About this exercise =
Tally every line of the entries that contains the string "roads", then reply with only that number.

Data shown =
---

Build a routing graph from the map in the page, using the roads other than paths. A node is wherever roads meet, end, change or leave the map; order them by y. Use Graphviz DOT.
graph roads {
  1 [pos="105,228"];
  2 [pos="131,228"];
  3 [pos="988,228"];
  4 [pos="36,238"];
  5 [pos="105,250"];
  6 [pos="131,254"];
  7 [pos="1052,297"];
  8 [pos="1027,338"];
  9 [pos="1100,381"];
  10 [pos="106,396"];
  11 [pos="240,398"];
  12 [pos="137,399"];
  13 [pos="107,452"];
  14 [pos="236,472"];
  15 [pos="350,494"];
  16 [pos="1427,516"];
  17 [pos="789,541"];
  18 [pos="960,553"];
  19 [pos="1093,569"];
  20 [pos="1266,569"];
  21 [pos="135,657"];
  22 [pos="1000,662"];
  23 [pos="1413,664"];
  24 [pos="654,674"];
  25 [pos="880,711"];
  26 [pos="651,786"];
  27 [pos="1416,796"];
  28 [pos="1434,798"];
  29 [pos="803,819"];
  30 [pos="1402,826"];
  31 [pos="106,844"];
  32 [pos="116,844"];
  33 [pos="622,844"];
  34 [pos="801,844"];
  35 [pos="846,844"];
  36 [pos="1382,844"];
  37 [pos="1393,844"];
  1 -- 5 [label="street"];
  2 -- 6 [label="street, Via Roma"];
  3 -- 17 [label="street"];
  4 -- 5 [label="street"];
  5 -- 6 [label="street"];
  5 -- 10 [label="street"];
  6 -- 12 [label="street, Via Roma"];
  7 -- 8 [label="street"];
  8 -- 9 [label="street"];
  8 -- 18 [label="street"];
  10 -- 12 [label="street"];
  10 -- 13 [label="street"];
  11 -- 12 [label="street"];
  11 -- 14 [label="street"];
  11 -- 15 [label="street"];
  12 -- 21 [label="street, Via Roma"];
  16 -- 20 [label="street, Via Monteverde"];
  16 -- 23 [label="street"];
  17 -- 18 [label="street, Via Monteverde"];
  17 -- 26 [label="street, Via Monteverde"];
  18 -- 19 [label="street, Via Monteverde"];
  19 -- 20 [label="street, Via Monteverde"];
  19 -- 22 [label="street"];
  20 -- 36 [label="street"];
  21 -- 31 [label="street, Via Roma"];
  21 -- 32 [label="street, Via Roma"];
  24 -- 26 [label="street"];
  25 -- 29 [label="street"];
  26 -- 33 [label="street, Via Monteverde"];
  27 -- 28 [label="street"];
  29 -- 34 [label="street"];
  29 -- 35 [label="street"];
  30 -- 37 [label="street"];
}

---

Task result =
2